Wednesday, April 23, 2008

"you're either ripe and rotting, or green and growing."


self portrait of me as a teacher


I recently went to a surprisingly helpful teacher training where a fellow teacher said the quote above. we were discussing how in the first year of teaching, you practically write out a script for every lesson plan so that you feel like you’re somewhat prepared for the ruckus that awaits every new period of class. and in my first year, I was pretty damn “ripe and rotting” – I remember crying almost every week my first two months of teaching, being overwhelmed with planning and performing spectacular and relevant lesson plans everyday, and being disappointed at the lacking ratio of my efforts in relation to my students efforts.

in my second year of teaching, with 2 months left to spring semester, how do I feel? a little of both. I feel a little “green” – I know I’ve grown so much since last year – I can crank out lesson plans subconsciously as I’m waking up in the morning and driving to school; I don’t feel butt hurt every time I get a smart ass comment (“damn teacher, you on your period or somethin?”); I can navigate my way throughout the period where [most] students are engaged and know they’re accountable for learning.

however... I’m definitely still “ripe and rotting” with a lot of other shit. and in my second year, since I got down some strategies as a teacher, I’m starting to realize a lot of other shortcomings of my own, and especially, of my school, and the public school system as a whole. I became a teacher to meet the needs of all students, but the more I teach [or try to teach], the more confused I get as to what exactly my students’ needs are.

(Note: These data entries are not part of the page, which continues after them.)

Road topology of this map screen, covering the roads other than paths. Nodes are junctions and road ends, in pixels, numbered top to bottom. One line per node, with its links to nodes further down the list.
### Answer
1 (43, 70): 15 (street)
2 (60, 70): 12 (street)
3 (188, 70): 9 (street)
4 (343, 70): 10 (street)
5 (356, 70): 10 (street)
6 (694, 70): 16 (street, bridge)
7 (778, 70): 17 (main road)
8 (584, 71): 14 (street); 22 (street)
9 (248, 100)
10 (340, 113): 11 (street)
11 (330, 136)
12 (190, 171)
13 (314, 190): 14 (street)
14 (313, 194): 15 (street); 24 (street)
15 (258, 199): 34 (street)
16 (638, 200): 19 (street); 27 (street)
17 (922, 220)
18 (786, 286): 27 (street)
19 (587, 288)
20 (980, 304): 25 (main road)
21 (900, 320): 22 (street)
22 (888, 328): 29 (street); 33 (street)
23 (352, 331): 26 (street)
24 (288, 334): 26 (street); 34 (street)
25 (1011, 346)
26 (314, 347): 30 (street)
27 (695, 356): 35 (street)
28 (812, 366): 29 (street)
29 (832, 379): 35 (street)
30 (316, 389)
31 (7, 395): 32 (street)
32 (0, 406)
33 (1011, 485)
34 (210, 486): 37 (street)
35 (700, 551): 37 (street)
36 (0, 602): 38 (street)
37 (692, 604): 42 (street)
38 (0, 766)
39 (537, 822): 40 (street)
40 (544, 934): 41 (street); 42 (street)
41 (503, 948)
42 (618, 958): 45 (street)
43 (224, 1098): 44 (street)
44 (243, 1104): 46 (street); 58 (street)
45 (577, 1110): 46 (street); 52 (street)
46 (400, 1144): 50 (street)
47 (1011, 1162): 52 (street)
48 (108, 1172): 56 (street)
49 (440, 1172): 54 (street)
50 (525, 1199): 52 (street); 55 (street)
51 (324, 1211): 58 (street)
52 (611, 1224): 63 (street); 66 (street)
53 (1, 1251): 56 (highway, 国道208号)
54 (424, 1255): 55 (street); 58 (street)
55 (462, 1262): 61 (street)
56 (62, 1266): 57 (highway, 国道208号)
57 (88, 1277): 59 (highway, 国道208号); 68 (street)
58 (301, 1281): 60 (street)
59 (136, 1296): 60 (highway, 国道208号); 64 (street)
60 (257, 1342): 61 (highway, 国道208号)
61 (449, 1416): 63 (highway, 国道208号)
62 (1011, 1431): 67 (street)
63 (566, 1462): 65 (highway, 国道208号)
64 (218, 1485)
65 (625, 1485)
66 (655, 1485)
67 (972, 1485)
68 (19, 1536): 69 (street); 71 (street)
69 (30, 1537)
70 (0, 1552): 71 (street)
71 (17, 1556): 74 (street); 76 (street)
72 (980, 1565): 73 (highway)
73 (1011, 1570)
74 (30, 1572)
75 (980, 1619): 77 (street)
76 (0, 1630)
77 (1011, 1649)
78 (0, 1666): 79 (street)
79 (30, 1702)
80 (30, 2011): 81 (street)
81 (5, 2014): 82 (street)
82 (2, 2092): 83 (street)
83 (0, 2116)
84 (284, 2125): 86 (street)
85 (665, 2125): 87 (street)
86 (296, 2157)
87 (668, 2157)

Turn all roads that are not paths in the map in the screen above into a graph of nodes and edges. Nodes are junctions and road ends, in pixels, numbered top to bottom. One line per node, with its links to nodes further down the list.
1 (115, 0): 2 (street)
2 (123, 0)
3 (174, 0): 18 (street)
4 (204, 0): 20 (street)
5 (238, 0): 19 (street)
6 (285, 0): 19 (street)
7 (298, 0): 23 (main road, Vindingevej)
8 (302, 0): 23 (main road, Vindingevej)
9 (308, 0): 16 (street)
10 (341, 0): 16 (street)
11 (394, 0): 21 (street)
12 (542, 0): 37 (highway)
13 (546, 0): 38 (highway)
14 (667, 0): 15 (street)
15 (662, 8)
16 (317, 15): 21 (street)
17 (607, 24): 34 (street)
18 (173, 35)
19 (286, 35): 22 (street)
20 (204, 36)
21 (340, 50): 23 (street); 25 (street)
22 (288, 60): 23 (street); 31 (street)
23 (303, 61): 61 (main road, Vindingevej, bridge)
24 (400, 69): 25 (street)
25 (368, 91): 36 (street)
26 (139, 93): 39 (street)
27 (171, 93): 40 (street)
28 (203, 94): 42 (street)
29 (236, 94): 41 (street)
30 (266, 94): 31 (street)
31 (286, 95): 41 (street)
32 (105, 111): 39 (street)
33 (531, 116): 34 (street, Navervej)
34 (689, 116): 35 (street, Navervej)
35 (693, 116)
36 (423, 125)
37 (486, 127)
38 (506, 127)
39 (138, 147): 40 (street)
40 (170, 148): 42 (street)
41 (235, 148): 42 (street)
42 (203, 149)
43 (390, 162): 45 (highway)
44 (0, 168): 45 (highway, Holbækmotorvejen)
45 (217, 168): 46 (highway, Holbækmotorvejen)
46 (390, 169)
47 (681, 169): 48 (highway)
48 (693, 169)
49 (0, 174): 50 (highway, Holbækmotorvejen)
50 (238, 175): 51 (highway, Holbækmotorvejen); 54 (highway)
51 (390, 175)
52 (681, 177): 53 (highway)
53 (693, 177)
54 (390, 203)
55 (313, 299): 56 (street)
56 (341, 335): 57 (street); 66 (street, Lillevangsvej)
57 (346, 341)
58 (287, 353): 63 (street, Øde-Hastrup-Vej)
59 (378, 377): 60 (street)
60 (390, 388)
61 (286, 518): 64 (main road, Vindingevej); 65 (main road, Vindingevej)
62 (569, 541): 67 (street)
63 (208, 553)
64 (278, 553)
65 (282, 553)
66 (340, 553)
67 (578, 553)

the state of california, and my district, seem to know what students’ needs are: getting textbook-based lessons (boring), getting standards-based instruction (boring and tedious, yet… I suppose necessary), having disciplined and structured learning environments (does that mean kicking students off campus right after the bell? getting a suspension notice for at least one of my students every other week?), doing well on standardized tests (boring, boring, tedious, boring).

and I thought I knew what students need: relevant education so that they can become curious and critical thinkers, project-oriented lessons where students apply concepts, a space where they feel valued by everyone. as an english teacher, I give students a lot of space to write about their own experiences, and sometimes these assignments give me another glimpse into what my students really need.

case in point: I recently had a short story unit on the theme of violence, in which their last project was to write their own narrative about how violence has affected them. I knew many of my students could relate to that topic, but little did I know the extent to which they would dive into that topic.

Some excerpts from their narratives:
“How my Mom died”
- “Right after we left the hospital, she died. she died so fast it blinked before my eyes. to me, my mom --- died like ten times the pain of a wound.”
- “My sister put me through therapy because I wouldn’t talk or do anything. every day after school, I had to go talk to him. when people talked about my mom, I would go off then beat their ass. it was hard without my mom even though my sister was like my mom. in my head, I was still thinking that if my dad stayed we still could have been a wealthy, good family. a lot was going on, but I got over it until the judge made me move with my father and stepmom. I didn’t want to stay with them. till this day I still think it was my father ‘s fault she died.”

Another student discussing the time she went to a homeless shelter because her mom left her and sister. She was later ordered by a court to be split from her sister and live with her father.
- “I really want to see her and my mom took that away from me and I bet you she won’t even care. it’s painful for me and my sister because it’s not right. we did everything we was suppose to do. I don’t understand why would somebody want to hurt us because it’s not cool. I really miss her and my mom doesn’t care about neither of us.”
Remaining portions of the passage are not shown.